____ Raw data

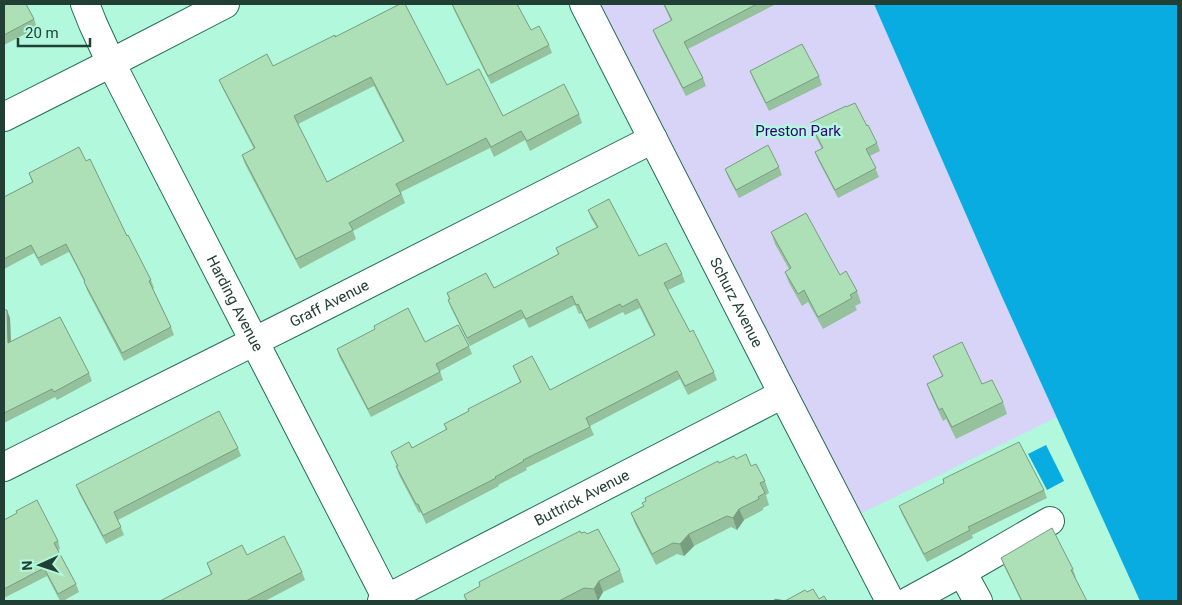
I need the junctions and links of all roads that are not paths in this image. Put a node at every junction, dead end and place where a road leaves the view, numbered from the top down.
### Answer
1 (86, 4) edge
2 (225, 4) edge
3 (584, 4) edge
4 (111, 63) junction
5 (4, 117) edge
6 (653, 139) junction
7 (254, 341) junction
8 (782, 394) junction
9 (4, 467) edge
10 (1050, 521) dead end
11 (962, 572) junction
12 (385, 600) edge
13 (890, 601) edge
14 (909, 601) edge
15 (978, 601) edge

1 - 4 street, Harding Avenue
2 - 4 street
3 - 6 street, Schurz Avenue
4 - 5 street
4 - 7 street, Harding Avenue
6 - 7 street, Graff Avenue
6 - 8 street, Schurz Avenue
7 - 9 street, Graff Avenue
7 - 12 street, Harding Avenue
8 - 12 street, Buttrick Avenue
8 - 13 street, Schurz Avenue
10 - 11 street
11 - 14 street
11 - 15 street

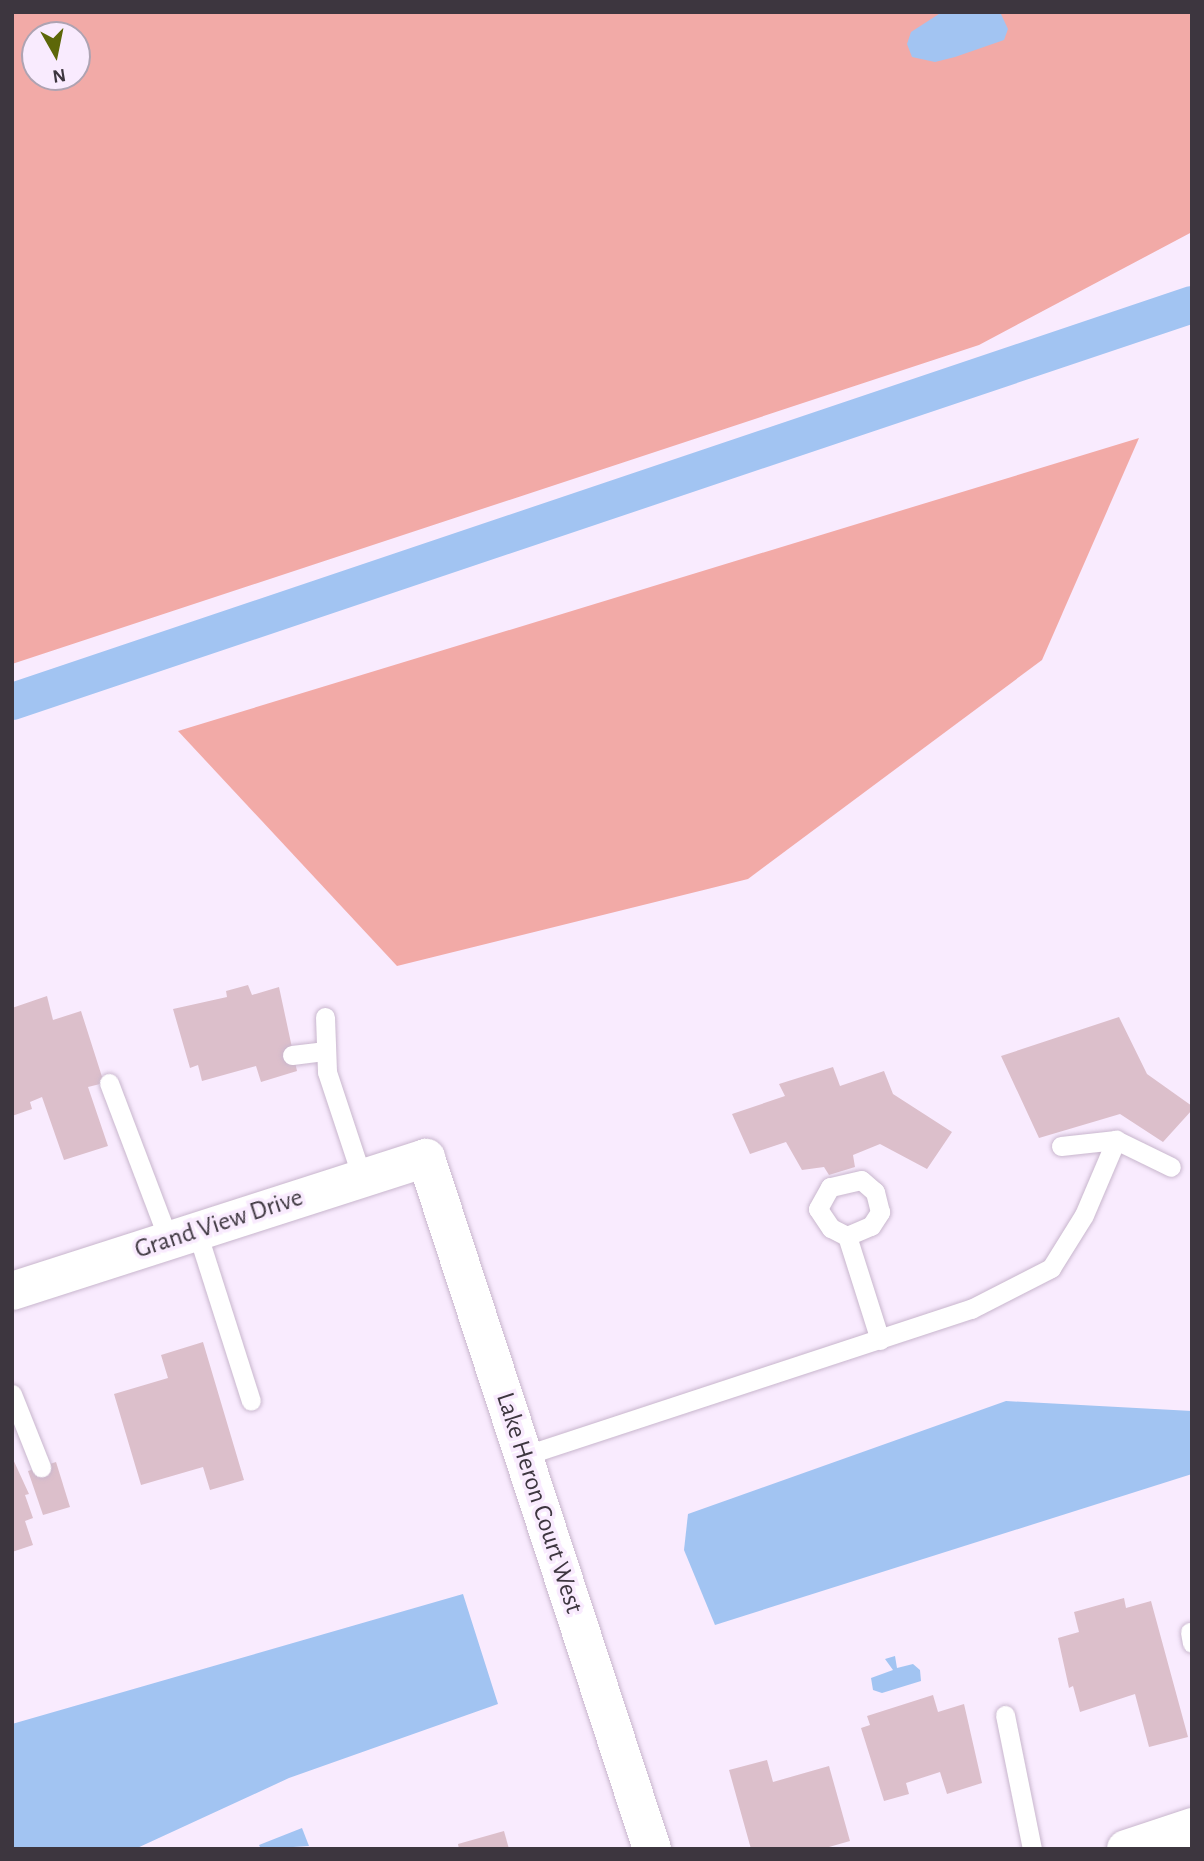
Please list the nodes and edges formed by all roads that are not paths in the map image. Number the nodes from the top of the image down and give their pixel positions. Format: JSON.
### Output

________

**Work to be completed**. Retype the records exactly, but skip the pictures.

**Exercise result**.
I need the junctions and links of all roads that are not paths in this image. Put a node at every junction, dead end and place where a road leaves the view, numbered from the top down.
### Answer
1 (86, 4) edge
2 (225, 4) edge
3 (584, 4) edge
4 (111, 63) junction
5 (4, 117) edge
6 (653, 139) junction
7 (254, 341) junction
8 (782, 394) junction
9 (4, 467) edge
10 (1050, 521) dead end
11 (962, 572) junction
12 (385, 600) edge
13 (890, 601) edge
14 (909, 601) edge
15 (978, 601) edge

1 - 4 street, Harding Avenue
2 - 4 street
3 - 6 street, Schurz Avenue
4 - 5 street
4 - 7 street, Harding Avenue
6 - 7 street, Graff Avenue
6 - 8 street, Schurz Avenue
7 - 9 street, Graff Avenue
7 - 12 street, Harding Avenue
8 - 12 street, Buttrick Avenue
8 - 13 street, Schurz Avenue
10 - 11 street
11 - 14 street
11 - 15 street

Please list the nodes and edges formed by all roads that are not paths in the map image. Number the nodes from the top of the image down and give their pixel positions. Format: JSON.
### Output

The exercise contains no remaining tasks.